● **Data extract**
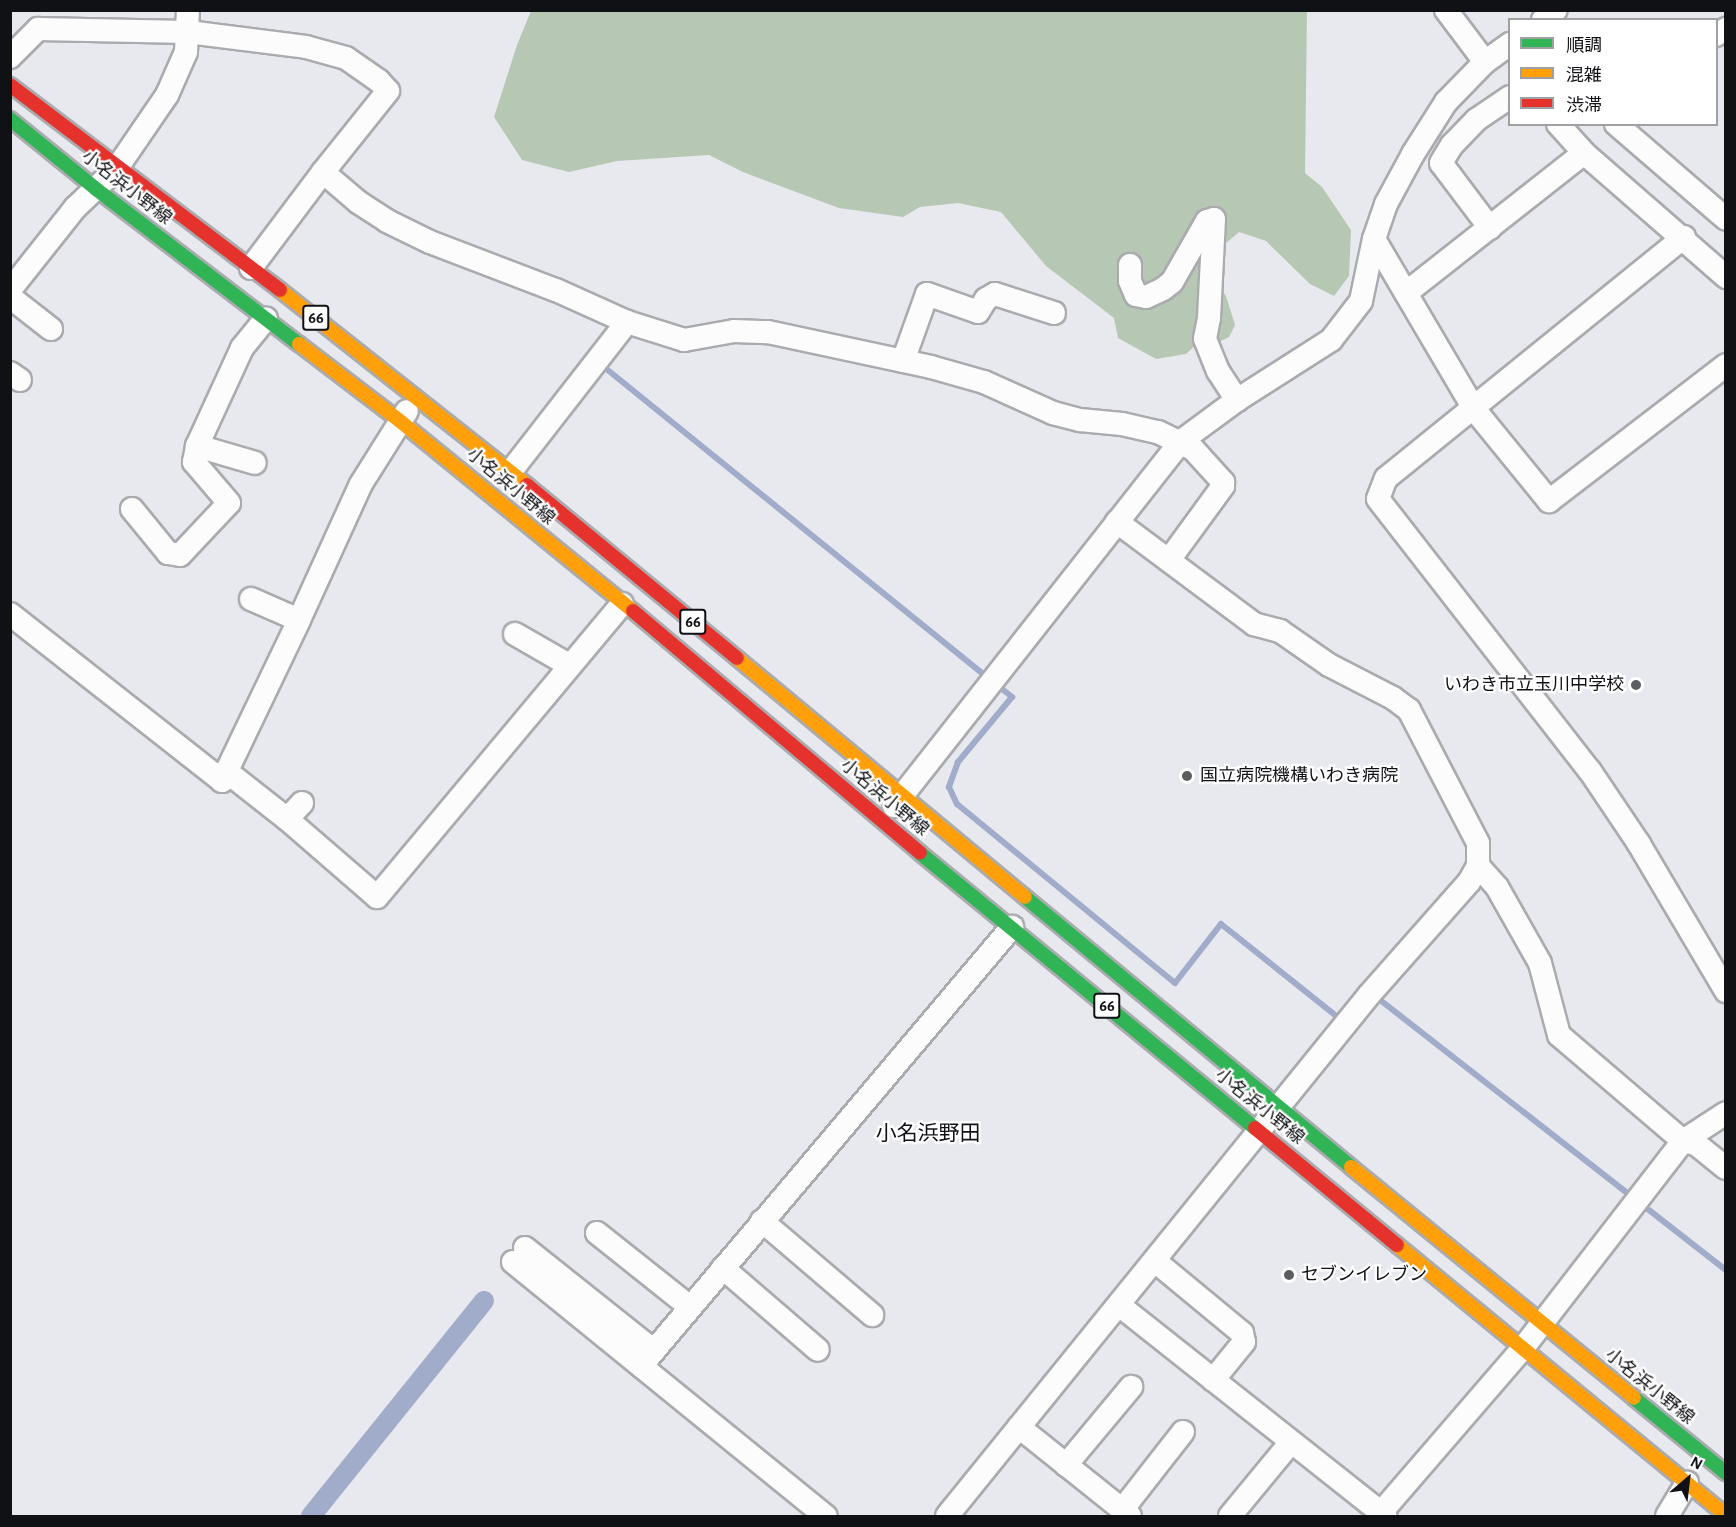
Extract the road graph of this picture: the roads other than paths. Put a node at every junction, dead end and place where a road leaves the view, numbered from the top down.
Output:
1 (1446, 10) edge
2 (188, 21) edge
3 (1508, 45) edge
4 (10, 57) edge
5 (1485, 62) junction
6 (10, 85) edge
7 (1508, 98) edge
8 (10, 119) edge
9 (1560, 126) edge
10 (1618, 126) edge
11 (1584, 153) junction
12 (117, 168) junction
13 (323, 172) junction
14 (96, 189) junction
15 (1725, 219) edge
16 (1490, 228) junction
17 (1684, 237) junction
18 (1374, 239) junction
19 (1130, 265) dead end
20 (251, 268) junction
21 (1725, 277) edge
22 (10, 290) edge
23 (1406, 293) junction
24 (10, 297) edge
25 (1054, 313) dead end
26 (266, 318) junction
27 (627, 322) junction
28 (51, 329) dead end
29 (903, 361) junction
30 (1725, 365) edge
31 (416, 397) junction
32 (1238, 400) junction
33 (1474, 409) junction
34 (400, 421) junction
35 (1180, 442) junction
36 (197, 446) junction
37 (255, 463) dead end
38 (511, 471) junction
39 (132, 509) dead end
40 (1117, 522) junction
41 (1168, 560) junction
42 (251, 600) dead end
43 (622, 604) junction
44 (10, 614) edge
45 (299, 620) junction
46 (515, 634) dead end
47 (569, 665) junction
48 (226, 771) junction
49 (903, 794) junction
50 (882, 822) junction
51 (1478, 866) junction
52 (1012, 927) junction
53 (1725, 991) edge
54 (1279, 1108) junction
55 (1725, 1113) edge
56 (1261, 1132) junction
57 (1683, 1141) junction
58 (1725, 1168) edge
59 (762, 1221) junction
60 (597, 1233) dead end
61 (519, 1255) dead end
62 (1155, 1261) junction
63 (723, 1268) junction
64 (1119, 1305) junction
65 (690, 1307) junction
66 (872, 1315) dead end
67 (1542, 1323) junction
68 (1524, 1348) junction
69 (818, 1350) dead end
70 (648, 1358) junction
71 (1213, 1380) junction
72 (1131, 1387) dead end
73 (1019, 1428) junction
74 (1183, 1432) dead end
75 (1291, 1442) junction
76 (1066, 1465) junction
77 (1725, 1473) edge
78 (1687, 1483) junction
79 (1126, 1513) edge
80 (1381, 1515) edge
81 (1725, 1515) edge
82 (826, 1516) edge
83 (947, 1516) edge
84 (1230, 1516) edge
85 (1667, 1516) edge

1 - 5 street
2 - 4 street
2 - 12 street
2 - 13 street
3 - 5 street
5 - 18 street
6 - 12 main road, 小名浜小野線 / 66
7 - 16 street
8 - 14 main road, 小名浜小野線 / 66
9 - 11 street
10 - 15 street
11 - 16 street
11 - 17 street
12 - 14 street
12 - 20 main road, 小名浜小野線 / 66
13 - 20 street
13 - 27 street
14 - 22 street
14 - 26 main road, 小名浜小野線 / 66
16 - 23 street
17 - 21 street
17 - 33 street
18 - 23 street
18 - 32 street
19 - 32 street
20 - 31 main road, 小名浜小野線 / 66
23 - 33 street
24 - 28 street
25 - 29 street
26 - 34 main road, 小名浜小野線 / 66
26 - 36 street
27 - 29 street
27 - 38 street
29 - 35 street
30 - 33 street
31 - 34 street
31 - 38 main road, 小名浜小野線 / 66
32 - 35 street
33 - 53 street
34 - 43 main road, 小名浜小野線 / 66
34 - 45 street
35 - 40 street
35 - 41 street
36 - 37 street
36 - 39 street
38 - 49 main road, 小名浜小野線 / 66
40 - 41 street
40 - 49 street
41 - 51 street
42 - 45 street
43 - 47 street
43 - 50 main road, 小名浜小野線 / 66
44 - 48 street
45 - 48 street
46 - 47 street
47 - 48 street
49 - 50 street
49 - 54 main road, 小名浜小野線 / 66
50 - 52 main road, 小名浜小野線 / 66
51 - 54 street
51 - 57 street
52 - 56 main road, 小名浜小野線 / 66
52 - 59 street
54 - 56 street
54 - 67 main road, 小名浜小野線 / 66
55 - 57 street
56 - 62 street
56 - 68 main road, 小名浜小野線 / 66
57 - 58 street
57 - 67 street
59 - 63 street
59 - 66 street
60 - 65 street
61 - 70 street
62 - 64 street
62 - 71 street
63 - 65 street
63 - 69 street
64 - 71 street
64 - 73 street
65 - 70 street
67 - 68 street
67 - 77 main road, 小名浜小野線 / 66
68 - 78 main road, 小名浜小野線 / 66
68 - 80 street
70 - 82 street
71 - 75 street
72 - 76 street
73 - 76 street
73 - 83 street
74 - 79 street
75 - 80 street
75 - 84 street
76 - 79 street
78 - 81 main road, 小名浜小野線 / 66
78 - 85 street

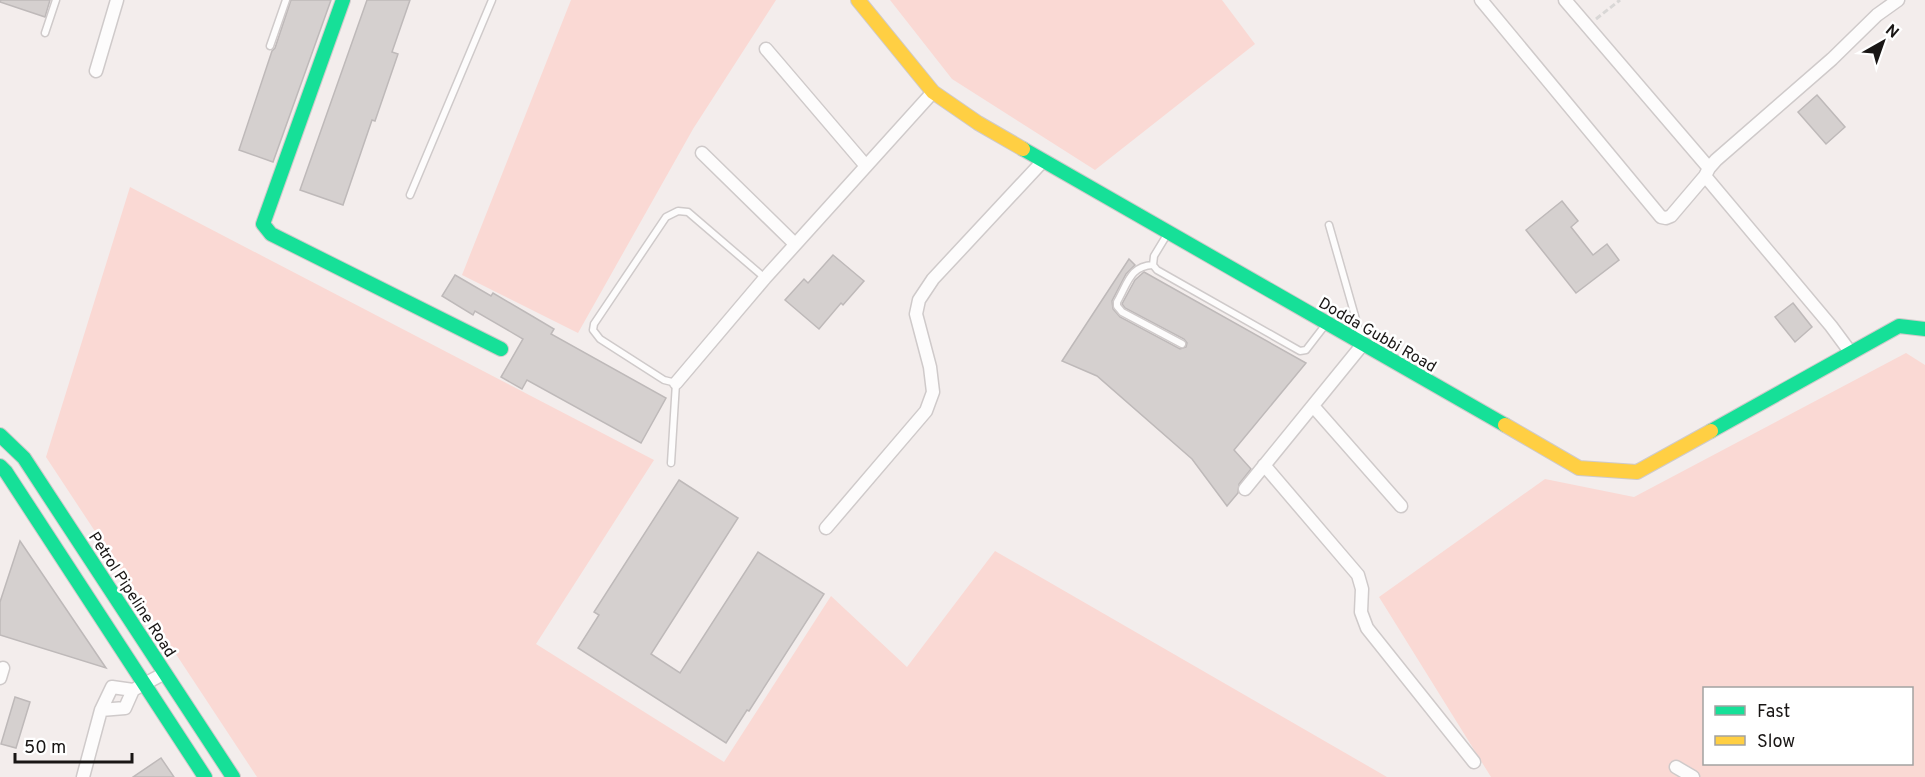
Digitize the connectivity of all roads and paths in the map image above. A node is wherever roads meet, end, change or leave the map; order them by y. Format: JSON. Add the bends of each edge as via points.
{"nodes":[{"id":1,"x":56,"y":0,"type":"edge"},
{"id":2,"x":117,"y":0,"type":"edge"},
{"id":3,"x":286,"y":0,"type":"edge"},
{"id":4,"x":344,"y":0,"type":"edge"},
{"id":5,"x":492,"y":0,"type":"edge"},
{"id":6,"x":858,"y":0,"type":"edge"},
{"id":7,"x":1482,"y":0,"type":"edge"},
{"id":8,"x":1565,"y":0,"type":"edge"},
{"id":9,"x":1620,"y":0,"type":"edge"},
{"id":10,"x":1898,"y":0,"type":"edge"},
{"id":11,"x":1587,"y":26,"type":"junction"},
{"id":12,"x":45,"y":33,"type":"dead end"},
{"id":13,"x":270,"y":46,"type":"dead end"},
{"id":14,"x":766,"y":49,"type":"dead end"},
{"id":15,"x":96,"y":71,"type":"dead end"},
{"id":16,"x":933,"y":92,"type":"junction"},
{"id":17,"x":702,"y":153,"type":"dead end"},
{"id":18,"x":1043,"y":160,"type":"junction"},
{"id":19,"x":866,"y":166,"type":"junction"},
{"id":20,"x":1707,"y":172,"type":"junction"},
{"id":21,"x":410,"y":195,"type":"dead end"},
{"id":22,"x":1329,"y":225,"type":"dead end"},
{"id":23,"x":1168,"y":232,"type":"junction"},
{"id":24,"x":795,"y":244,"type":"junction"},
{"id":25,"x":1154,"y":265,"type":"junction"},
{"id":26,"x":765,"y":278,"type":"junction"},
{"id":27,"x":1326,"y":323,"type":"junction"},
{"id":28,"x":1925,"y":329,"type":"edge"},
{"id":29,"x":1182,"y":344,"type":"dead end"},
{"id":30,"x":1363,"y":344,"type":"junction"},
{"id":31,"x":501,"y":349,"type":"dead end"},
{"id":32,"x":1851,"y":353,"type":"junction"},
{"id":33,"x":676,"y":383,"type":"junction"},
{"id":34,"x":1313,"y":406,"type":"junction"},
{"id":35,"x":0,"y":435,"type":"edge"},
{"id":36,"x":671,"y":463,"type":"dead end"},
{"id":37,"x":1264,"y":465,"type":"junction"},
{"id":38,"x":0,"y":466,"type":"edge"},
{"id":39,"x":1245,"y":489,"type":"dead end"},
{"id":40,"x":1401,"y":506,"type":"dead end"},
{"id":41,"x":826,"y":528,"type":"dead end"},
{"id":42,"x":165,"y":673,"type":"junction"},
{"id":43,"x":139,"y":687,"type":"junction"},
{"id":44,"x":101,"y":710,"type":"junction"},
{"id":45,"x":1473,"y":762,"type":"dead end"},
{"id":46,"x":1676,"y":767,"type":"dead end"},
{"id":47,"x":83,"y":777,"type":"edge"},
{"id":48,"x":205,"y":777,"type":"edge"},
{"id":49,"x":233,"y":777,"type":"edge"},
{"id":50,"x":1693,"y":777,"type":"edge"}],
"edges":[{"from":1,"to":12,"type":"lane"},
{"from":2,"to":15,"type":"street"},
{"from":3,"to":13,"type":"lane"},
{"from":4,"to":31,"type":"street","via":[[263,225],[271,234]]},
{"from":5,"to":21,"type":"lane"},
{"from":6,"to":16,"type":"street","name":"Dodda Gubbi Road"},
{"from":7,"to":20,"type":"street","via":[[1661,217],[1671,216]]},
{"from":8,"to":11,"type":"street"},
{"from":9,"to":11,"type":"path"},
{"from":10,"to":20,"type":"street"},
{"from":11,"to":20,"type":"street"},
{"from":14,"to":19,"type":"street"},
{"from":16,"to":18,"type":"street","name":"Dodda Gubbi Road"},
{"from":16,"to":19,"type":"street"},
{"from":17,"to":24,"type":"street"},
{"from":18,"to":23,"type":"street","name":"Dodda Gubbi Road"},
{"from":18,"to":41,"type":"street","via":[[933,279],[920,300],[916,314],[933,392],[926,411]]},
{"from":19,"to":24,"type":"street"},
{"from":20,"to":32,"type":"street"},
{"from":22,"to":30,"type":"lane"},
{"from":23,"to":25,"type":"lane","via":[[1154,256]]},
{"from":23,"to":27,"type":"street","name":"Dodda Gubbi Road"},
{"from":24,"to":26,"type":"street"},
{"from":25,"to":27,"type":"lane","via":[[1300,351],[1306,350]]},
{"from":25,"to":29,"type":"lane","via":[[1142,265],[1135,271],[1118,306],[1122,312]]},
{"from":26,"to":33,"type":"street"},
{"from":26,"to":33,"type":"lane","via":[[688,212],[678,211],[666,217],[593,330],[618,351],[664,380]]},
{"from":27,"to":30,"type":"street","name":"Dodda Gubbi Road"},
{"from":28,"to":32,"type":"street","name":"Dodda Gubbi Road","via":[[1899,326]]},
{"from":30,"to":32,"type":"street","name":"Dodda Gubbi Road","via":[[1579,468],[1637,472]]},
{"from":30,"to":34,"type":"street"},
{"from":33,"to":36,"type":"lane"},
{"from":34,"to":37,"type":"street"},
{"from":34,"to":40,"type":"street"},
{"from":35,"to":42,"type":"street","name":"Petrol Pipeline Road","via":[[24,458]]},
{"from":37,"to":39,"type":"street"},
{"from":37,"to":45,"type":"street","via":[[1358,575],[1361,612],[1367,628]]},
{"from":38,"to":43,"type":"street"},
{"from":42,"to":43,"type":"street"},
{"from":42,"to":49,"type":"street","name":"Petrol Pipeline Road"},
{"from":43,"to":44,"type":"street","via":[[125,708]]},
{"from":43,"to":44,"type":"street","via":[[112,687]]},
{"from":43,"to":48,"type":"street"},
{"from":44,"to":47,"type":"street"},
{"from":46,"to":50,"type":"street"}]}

● **Exercise goal**
When a line of the data holds the string "Gubbi", pick it out and copy it.

● **Response box**
{"from":6,"to":16,"type":"street","name":"Dodda Gubbi Road"},
{"from":16,"to":18,"type":"street","name":"Dodda Gubbi Road"},
{"from":18,"to":23,"type":"street","name":"Dodda Gubbi Road"},
{"from":23,"to":27,"type":"street","name":"Dodda Gubbi Road"},
{"from":27,"to":30,"type":"street","name":"Dodda Gubbi Road"},
{"from":28,"to":32,"type":"street","name":"Dodda Gubbi Road","via":[[1899,326]]},
{"from":30,"to":32,"type":"street","name":"Dodda Gubbi Road","via":[[1579,468],[1637,472]]},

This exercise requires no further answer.